Uma Agulha No Palheiro


Tendo andado afastado dos livros nos últimos 2 meses, por vezes é necessário uma obra para nos trazer de volta a algo que sabemos que nos dá prazer.
Não tem que ser uma grande obra: tem sim que ter o poder de nos sintonizar com ela para assim, voltarmos a viajar juntos e voltarmos a entrar no rumo.

Acabei no fim de semana de reler Uma Agulha No Palheiro (The Catcher In The Rye, 1951) de J. D. Salinger. A primeira vez que o li foi em inglês e não entendi tu (que me irritou um bocado, mas como tentava ser fluente em inglês na altura, valeu o esforço). Agora, 6, 7 ou 8 anos depois (não sei bem), comprei a edição antiga, reli e gostei.

Holden Caufield, um adolescente de 16 anos problemático, é expulso (uma vez mais) da escola interna que frequenta 3 dias antes das férias do Natal e, não tendo coragem de ir logo para casa, vagueia durante 2 ou 3 dias por Nova York. Nessa deambulação conhece um conjunto de personagens mais ou menos marginais, bem como reencontra antigos/as colegas.
Todos estes encontros contribuem para reforçar a sua insegurança, pessimismo e falta de autoestima. Tudo o irrita, tudo o aborrece, tudo o impacienta. O mundo é para Caufield um lugar por onde se arrasta e onde sente não ter lugar. Sente-se à margem da realidade, como observador exageradamente crítico.
Um livro da "crise da adolescência" por excelência, Uma Agulha No Palheiro narra a história, na primeira pessoa, de um jovem que se encontra em conflito profundo com a geração dos pais, que se culpa pela morte do irmão Allie, que adora a irmã mais pequena Phoebe e que critica o destino "Hollywoodesco"do seu irmão D.B., ao mesmo tempo que lhe admira a coragem por ter perseguido o seu sonho (algo que nele fica sempre em projecto).

Para além do tema (e da linguagem bastante arrevesada) também na forma Uma Agulha No Palheiro foi uma revolução com as sucessivas repetições e ingenuidade e reflectirem a estrutura e sequência do pensamento (é assim que pensamos quando pensamos sozinhos: sem contraditório, repetimos em flashs o que pensamos de modo a reforçar uma ideia e formar uma opinião). 
As divagações, uma constante não escrita da nossa forma de combater a solidão, também se encontram expostas nestas páginas.
E tudo isto sem nunca cair no tédio ou em floreados mais ou menos literários.

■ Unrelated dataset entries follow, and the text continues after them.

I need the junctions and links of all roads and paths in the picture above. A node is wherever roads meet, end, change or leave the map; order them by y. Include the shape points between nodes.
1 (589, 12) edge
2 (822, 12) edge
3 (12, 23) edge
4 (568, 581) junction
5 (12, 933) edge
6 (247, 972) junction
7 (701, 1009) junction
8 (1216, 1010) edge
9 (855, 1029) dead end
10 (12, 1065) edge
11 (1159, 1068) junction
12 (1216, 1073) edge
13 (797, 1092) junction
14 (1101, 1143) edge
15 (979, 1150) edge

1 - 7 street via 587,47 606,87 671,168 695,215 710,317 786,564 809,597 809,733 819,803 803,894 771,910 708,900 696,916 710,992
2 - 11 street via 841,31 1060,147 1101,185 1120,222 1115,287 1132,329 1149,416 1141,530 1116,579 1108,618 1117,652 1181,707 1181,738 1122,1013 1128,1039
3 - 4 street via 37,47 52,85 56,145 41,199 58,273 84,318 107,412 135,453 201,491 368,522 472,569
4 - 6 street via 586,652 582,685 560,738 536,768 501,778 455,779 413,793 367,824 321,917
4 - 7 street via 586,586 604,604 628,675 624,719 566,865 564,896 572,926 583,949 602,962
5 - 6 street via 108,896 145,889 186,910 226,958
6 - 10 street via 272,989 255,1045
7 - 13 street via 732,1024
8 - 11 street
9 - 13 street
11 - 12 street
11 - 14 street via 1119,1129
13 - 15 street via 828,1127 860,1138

Uma obra que vale a pena ler e/ou revisitar, escrita por um homem que escolheu a reclusão (pública) como modo de vida, e que apenas publicou 3 ou 4 livros em vida. Clássico mais americano do que mundial, Uma Agulha No Palheiro (À Espera No Centeio na reedição portuguesa mais recente) continua, além de universal, muito actual.